The cultures of a place, the social norms and ways of doing things have great influences on the things that individuals do and justify. This essay explores and relates Richard Feyman’s story O Americano Outra Vez and Ruth Benedict’s The Individual and the Pattern of Culture. The two stories are about norms, behaviours, tendencies, cultures and generally how people influence each other to follow certain paths.
In order to understand the correlations between the two texts, it is important to highlight some issues about the authors and the motivations each had for writing their pieces. Richard Phillips Feyman (1918-1988) was an American theoretical physicist who dwelt on quantum mechanics and quantum aerodynamics. He taught at the Brazilian Center for Physical Research during summer and it is his experience here that prompted him to write the story “O Americano Outra Vez” or “The American Again” is a story in Feyman’s bestselling book Surely you’re joking, Mr. Feynman published in 1985. It tells the story of Feynman’s trip to Brazil in the summer of 1950 when he spent time at the Brazilian Center for Physical Research.
Ruth Fulton Benedict (1887-1948) was an American folklorist and anthropologist. Like Feynman, she too was influenced by her daily interactions with people as she had studied under Franz Boaz and had played a crucial role in the development of cultural anthropology. She wrote her compelling story The Individual and the Pattern of Culture in 1934. It is a discussion in which Ruth correlates anthropology issues with different social norms in the world. She dwells on the individual and their immediate culture. She for instance states that music of a certain period is based or based on the instruments available to society. Benedict also states that the roles men and women play in their societies are shaped by those cultures and have become entrenched not because they are universally acceptable but because people shaped them.
Feynman’s purpose of writing the story was to urge the society to give true meaning and value to education. While at the Center for Physical Research, Feynman interacted with a number of Brazilian students who were preparing for teaching careers. He discovered the education they had acquired had only equipped them “with surface facts about physics rather than a genuine understanding of physical processes” (Feynman 1). As such, Feynman used the experience to write on the differences between learning something and learning about something.

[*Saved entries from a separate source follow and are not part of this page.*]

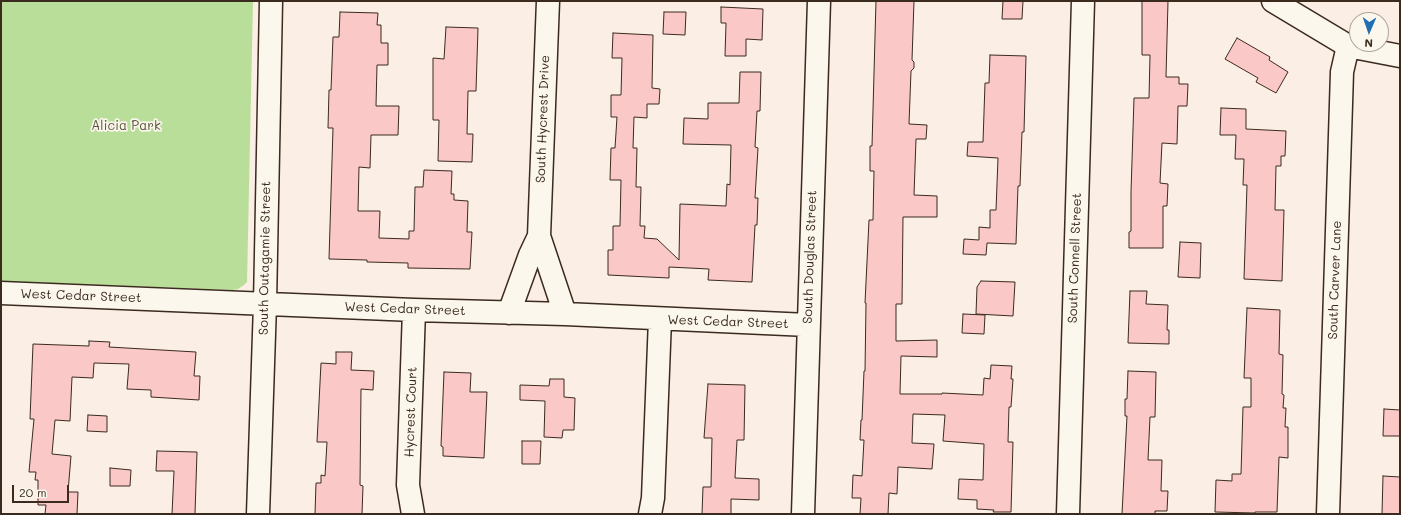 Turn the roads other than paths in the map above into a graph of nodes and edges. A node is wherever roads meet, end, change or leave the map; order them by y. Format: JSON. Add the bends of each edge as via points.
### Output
{"nodes":[{"id":1,"x":271,"y":1,"type":"edge"},
{"id":2,"x":548,"y":1,"type":"edge"},
{"id":3,"x":819,"y":1,"type":"edge"},
{"id":4,"x":1082,"y":1,"type":"edge"},
{"id":5,"x":1273,"y":1,"type":"edge"},
{"id":6,"x":1348,"y":46,"type":"junction"},
{"id":7,"x":1400,"y":56,"type":"edge"},
{"id":8,"x":539,"y":236,"type":"junction"},
{"id":9,"x":1,"y":293,"type":"edge"},
{"id":10,"x":265,"y":304,"type":"junction"},
{"id":11,"x":414,"y":310,"type":"junction"},
{"id":12,"x":509,"y":312,"type":"junction"},
{"id":13,"x":565,"y":314,"type":"junction"},
{"id":14,"x":660,"y":319,"type":"junction"},
{"id":15,"x":808,"y":325,"type":"junction"},
{"id":16,"x":258,"y":514,"type":"edge"},
{"id":17,"x":413,"y":514,"type":"edge"},
{"id":18,"x":650,"y":514,"type":"edge"},
{"id":19,"x":803,"y":514,"type":"edge"},
{"id":20,"x":1068,"y":514,"type":"edge"},
{"id":21,"x":1328,"y":514,"type":"edge"}],
"edges":[{"from":1,"to":10,"type":"street","name":"South Outagamie Street"},
{"from":2,"to":8,"type":"street","name":"South Hycrest Drive"},
{"from":3,"to":15,"type":"street","name":"South Douglas Street"},
{"from":4,"to":20,"type":"street","name":"South Connell Street"},
{"from":5,"to":6,"type":"street"},
{"from":6,"to":7,"type":"street"},
{"from":6,"to":21,"type":"street","name":"South Carver Lane","via":[[1342,72]]},
{"from":8,"to":12,"type":"street","name":"South Hycrest Drive"},
{"from":8,"to":13,"type":"street","name":"South Hycrest Drive"},
{"from":9,"to":10,"type":"street","name":"West Cedar Street"},
{"from":10,"to":11,"type":"street","name":"West Cedar Street"},
{"from":10,"to":16,"type":"street","name":"South Outagamie Street"},
{"from":11,"to":12,"type":"street","name":"West Cedar Street"},
{"from":11,"to":17,"type":"street","name":"Hycrest Court","via":[[408,485]]},
{"from":12,"to":13,"type":"street","name":"West Cedar Street"},
{"from":13,"to":14,"type":"street","name":"West Cedar Street"},
{"from":14,"to":15,"type":"street","name":"West Cedar Street"},
{"from":14,"to":18,"type":"street","via":[[654,498]]},
{"from":15,"to":19,"type":"street","name":"South Douglas Street"}]}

Feyman’s assertion that student merely memorize information without really seeking to understand it is also a condemnation of the society in which the students grow up. It is a reflection of the assertions put forward by Benedict. The students have grown up in an educational culture that does not place value on understanding scientific concepts but is rather satisfied with memorizing. This aspect can be compared to the issues that Benedict notes in patterns of culture. She examines three cultures and their natures; the violent, brutal Dobu tribe of New Guinea, the gentle, austere Zuni Pueblo Indians of New Mexico and the highly structured hierarchical Kwakiutl Indians of the Pacific Northwest coast near Vancouver. She considers the values and practices of the three and notes that values are placed in cultural contexts. She asserts that “a tremendous amount of what people call “human nature” must be attributed to the influence of culture” (Benedict 2).
Benedict argues that there is no inherent conflict that exists between the needs of the individual and the needs of the society. Instead she insists that the individual and the society form an integrated whole where “individual personalities contribute to the fabric of a culture” (Benedict 2). The individual outlooks of individual students in Feynman’s story concerning education are what have contributed to Feynman’s assertions and generalities about the Brazilian society in regard to education. Feynman asserts that “the main purpose of my talk is to demonstrate to you that no Science is being taught in Brazil” (Feynman 2). He adds that Brazilian students were simply learning “what a word means in terms of other words” (Feynman 2).
Feynman states that “I finally figured out that the students had memorized everything but they didn’t know what anything meant” (Feynman 3). He illustrates this by giving an example that when the students heard that ‘light that is reflected from a medium with an index” they did not understand that the medium meant a material such as water. In addition the students did not understand that the “direction of the light” meant the “direction in which one sees something when he is looking at it” (Feynman 4).
Feynman concludes that everything that the students had learnt or thought they had learnt was purely memorized and it could not be translated into meaningful words. Since there are teachers and authorities in the Brazilian educational system, it follows that Feynman is faulting the entire education system and culture. Benedict’s assertions can come alive in helping to unravel the underlying issues that trouble the Brazilian education system. Her assertions in Patterns of Culture can offer the basis of having individuals place emphasis on understanding rather than memorizing concepts.